No doubt, some players will have kept up on preseason regimens with personal trainers. But in the absence of a team's professional sports medicine specialists, not everyone's muscles, tendons and nerves will be properly primed. [How to Shoot a Perfect Free Throw]

"Did some of these guys follow the routines they've followed in the past? I'm sure they have,"  Hewett said. "I'm also sure there are a lot of players who played a ton of basketball but laid off their preparatory exercises. I think that will increase the relative risk in these athletes [for injury]."

Correlation is not causation, of course, Hewett said. It could be that the apparent spike in injuries in the NFL this season is just a statistical outlier.

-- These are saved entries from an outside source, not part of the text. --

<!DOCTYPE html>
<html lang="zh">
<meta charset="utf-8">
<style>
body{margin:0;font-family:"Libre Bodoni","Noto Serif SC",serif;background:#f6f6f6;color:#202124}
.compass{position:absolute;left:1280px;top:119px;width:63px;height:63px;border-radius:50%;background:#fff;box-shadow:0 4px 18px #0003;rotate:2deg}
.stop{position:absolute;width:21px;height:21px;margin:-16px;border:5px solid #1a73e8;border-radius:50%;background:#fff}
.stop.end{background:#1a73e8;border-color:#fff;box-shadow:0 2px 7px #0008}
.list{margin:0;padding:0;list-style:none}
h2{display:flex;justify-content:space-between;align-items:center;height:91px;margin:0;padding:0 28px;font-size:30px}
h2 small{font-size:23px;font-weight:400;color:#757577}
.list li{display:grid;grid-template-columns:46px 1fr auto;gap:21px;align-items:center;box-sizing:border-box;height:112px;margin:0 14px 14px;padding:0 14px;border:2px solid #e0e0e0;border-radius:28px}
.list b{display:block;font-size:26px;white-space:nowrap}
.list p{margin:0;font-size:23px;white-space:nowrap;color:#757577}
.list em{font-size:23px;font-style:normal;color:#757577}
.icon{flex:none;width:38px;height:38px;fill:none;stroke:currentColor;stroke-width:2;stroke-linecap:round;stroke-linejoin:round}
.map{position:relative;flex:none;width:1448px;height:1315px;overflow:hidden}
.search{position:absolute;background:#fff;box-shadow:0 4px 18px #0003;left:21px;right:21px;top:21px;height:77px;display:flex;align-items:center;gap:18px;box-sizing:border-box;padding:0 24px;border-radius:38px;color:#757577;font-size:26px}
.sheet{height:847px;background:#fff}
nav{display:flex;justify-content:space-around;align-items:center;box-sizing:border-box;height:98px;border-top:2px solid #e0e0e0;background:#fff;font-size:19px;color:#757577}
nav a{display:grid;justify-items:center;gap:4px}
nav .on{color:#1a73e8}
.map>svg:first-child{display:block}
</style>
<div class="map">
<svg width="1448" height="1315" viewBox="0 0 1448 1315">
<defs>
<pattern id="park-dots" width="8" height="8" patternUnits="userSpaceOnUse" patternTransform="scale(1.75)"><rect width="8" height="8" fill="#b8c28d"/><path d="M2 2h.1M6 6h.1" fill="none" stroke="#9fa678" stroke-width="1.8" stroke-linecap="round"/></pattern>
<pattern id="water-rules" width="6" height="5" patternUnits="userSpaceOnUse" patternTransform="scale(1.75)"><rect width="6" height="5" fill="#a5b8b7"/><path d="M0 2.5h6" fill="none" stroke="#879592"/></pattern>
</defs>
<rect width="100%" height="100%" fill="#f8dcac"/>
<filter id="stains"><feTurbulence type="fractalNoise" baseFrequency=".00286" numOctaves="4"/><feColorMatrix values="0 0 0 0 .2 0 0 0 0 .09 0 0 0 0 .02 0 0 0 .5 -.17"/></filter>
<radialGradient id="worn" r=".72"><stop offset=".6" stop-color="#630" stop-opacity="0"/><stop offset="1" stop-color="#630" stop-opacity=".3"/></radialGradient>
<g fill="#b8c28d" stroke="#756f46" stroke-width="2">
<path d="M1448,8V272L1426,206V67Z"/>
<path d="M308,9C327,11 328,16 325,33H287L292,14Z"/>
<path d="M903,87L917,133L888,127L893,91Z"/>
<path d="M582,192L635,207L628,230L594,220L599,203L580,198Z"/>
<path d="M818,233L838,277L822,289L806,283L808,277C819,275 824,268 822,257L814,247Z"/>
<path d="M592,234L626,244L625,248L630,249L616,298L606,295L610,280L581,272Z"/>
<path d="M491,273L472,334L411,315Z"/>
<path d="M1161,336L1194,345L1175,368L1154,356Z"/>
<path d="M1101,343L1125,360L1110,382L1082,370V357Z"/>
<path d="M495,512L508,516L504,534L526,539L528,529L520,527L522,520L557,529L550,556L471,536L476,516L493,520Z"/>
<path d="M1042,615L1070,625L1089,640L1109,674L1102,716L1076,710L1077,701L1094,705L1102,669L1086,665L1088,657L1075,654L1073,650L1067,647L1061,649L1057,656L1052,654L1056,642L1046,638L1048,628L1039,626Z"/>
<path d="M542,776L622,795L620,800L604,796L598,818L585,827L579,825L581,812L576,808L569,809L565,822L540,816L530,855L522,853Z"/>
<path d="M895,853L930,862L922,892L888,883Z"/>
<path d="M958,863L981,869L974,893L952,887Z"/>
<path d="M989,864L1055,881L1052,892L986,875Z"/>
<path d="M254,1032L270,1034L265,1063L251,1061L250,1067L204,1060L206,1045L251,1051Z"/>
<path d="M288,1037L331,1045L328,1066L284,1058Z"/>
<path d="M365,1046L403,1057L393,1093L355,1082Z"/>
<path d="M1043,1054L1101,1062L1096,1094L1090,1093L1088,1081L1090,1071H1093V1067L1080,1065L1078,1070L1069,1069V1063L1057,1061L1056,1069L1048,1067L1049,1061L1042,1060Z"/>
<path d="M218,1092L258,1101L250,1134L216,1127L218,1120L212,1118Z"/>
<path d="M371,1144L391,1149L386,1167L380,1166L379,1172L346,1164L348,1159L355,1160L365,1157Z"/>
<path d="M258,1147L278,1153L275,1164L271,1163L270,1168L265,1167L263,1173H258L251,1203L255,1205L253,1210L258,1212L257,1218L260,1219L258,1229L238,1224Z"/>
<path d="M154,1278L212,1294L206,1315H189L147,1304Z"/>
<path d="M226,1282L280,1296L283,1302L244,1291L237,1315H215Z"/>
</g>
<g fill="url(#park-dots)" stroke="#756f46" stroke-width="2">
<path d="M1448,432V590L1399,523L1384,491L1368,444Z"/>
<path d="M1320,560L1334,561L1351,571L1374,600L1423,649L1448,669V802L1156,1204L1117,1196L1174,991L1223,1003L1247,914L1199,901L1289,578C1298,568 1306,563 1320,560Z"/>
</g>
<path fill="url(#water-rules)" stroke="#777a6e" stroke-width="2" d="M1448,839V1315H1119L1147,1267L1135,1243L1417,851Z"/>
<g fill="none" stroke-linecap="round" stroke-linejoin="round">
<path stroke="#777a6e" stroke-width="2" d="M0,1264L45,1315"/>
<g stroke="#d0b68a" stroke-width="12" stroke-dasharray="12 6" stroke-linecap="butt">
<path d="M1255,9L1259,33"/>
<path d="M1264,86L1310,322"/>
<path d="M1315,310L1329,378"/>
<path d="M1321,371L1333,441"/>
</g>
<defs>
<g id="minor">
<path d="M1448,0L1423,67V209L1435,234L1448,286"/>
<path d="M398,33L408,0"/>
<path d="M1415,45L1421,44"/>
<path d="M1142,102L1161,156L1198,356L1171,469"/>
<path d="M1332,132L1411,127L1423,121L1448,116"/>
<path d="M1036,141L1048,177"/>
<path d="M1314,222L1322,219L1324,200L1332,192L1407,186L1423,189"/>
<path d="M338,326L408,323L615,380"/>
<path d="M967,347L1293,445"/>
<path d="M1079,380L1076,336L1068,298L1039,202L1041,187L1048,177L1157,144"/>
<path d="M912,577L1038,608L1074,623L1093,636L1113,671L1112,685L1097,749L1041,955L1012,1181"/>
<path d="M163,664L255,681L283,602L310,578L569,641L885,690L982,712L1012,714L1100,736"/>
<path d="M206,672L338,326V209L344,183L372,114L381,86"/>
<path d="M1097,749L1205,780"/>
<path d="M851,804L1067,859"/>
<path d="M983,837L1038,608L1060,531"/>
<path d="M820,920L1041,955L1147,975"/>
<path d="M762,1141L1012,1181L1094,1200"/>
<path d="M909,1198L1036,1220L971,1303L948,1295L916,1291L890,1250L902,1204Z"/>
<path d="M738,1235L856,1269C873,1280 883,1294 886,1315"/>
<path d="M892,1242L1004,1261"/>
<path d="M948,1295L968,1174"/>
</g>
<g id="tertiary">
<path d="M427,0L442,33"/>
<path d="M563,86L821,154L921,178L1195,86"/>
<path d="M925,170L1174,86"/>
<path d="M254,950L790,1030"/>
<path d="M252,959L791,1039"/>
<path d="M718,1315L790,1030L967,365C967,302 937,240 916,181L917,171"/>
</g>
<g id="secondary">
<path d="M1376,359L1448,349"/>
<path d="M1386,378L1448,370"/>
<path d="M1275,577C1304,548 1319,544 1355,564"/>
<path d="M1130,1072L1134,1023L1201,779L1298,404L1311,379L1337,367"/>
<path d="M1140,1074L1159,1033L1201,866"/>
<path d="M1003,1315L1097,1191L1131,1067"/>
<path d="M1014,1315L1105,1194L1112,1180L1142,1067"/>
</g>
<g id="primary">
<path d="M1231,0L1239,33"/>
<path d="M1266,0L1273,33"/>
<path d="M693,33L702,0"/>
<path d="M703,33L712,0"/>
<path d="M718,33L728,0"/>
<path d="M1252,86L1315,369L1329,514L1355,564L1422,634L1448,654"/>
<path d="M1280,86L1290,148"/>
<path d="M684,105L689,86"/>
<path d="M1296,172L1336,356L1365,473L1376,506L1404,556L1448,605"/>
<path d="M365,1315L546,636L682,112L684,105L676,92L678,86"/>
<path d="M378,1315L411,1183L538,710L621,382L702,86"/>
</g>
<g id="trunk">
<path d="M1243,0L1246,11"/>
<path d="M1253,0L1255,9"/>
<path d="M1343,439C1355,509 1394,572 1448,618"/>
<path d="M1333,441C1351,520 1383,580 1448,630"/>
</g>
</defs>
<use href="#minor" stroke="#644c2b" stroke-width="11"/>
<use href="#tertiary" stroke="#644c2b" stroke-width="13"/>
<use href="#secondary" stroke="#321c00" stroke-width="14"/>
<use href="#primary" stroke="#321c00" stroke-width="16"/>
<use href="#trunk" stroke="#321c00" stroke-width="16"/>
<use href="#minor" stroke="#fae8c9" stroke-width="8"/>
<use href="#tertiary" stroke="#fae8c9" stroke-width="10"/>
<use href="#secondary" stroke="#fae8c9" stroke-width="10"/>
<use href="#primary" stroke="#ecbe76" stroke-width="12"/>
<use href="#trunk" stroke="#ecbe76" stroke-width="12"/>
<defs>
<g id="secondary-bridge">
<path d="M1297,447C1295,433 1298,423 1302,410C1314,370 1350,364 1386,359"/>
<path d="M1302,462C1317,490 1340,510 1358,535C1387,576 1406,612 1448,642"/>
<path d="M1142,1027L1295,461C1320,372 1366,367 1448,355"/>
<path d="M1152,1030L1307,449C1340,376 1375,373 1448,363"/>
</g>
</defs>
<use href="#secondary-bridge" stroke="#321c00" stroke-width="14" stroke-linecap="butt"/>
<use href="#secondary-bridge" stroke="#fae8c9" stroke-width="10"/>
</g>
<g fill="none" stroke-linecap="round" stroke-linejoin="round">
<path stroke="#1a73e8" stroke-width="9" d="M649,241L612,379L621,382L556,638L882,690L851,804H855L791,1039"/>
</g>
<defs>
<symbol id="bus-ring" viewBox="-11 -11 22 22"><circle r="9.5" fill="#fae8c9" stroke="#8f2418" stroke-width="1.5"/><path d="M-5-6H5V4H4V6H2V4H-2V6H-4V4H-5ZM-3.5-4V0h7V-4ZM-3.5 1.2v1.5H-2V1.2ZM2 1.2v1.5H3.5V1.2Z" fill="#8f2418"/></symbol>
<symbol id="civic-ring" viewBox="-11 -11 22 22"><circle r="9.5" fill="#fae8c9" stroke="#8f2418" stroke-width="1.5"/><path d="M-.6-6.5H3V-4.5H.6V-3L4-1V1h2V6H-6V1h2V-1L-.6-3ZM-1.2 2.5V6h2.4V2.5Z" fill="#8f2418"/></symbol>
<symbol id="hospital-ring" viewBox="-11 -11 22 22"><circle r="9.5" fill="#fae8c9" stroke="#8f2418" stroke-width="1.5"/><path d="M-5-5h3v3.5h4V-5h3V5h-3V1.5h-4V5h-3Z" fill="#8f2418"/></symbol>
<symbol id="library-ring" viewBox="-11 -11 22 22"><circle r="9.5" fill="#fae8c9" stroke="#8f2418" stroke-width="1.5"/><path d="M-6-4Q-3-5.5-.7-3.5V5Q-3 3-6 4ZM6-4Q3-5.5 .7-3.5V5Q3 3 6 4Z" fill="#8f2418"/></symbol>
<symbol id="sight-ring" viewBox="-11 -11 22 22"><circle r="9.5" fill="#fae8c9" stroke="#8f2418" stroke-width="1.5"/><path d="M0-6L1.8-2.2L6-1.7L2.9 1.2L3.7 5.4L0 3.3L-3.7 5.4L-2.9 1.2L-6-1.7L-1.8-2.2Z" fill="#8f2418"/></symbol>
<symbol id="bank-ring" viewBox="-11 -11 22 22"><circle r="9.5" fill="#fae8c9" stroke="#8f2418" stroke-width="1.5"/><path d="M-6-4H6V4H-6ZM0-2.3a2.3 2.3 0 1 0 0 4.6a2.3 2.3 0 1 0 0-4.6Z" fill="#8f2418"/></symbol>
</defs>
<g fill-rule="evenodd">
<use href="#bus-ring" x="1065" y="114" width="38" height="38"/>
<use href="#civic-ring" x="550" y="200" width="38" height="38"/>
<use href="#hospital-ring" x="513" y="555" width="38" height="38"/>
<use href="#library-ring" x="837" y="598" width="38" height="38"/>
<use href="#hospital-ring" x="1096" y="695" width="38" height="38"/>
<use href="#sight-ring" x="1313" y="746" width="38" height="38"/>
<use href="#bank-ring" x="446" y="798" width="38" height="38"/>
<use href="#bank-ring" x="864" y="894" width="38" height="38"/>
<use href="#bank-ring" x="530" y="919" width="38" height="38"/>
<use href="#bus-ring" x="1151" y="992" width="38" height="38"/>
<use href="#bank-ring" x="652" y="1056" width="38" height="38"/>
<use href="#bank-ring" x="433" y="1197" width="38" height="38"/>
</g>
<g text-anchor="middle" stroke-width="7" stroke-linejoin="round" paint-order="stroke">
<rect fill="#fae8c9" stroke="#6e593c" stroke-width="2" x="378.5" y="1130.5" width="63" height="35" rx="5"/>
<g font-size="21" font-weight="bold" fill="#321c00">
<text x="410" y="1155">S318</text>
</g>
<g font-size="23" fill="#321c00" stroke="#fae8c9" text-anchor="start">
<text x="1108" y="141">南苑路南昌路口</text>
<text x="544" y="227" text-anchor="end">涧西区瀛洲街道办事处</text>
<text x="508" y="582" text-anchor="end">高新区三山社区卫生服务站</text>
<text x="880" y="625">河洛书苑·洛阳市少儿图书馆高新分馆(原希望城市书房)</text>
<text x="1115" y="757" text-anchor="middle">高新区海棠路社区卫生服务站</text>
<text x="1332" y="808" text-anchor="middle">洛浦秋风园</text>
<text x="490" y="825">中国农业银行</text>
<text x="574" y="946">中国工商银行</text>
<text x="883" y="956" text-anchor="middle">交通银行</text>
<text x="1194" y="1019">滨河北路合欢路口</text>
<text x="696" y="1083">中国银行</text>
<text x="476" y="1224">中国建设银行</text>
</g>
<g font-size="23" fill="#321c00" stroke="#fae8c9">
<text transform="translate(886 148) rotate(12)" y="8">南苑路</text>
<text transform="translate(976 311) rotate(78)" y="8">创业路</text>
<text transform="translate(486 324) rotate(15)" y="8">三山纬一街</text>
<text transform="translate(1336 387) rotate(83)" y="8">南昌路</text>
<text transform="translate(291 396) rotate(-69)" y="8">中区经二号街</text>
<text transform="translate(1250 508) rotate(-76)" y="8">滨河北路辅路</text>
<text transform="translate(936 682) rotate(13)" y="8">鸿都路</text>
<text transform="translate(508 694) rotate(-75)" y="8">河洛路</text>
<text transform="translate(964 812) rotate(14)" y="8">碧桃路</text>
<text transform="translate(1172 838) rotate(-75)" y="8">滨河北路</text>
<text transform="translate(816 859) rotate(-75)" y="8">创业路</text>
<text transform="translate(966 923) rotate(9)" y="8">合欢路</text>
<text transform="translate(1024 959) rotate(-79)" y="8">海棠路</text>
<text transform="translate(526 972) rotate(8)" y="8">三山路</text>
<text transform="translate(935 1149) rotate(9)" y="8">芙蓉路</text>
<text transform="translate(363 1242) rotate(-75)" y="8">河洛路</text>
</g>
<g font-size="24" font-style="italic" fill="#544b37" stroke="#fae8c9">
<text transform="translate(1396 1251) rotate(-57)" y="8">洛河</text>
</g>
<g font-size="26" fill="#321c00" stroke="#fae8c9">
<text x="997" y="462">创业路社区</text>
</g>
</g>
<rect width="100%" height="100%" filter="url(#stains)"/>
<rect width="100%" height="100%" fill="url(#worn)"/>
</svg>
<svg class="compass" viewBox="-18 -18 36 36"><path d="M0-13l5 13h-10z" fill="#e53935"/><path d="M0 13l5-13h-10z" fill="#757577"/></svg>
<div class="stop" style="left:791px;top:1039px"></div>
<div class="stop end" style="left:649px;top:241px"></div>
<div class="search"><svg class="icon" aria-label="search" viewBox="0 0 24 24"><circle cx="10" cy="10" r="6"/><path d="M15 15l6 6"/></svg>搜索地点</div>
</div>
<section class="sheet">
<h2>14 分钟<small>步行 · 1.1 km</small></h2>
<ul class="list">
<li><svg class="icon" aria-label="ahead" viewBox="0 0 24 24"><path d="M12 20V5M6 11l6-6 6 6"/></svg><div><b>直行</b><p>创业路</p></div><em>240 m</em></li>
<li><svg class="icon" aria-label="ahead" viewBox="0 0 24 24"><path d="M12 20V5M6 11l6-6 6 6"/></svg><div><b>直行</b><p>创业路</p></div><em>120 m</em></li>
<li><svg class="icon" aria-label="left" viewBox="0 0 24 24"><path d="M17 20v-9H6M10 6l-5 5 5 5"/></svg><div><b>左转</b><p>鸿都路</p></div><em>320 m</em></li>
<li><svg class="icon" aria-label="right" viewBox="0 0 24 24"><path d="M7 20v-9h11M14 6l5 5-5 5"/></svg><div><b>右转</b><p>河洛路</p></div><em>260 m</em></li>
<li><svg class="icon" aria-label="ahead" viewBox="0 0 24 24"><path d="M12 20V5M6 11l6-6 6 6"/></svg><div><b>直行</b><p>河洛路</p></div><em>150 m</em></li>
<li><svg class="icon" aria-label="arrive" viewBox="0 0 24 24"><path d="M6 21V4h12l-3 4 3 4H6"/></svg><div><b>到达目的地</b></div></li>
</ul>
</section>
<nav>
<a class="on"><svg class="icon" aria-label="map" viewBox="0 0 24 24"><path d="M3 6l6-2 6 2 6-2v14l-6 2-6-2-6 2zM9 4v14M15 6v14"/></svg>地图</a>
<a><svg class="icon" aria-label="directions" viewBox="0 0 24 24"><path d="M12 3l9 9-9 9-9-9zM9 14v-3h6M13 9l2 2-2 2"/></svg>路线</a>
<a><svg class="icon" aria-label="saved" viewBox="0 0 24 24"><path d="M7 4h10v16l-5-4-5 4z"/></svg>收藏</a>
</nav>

"You have to wait and see and not rush to judgment," said David Geier, director of sports medicine at the Medical University of South Carolina, who is not involved in Hewett's research.  

Yet the potential for the NFL lockout and the just-resolved NBA lockout to ultimately have an impact on players' health is real, Geier agreed.   

"In theory, it makes sense and is absolutely possible," Geier said. "As athletic as these guys are, being in great physical shape is not the quite the same as being in 'game shape.'"

Hewett said it takes about six weeks of training to properly develop muscles and three to four weeks to improve neurological control of muscles, both key to avoiding injury.  

"I think doing something is better than nothing — the players need to start preparing now,"  Hewett said. "At the same time it is going to be difficult to make marked differences in their relative risk profile given the time period left in this preseason."

Another pressure given the lockout: Every game in the likely 66-game season counts more toward reaching the playoffs than in a regular 82-game season. Star players on marquee teams, such as the Los Angeles Lakers' Kobe Bryant, LeBron James of the Miami Heat, or the Boston Celtics' Paul Pierce, might not get the luxury of resting on the sidelines for a quarter or taking a night off late in the season.

Naturally, only time will tell if injuries possibly relatable to a lack of preseason prep happen,  Geier said. "NBA players don’t get enough credit for what their bodies go through traveling and playing night after night."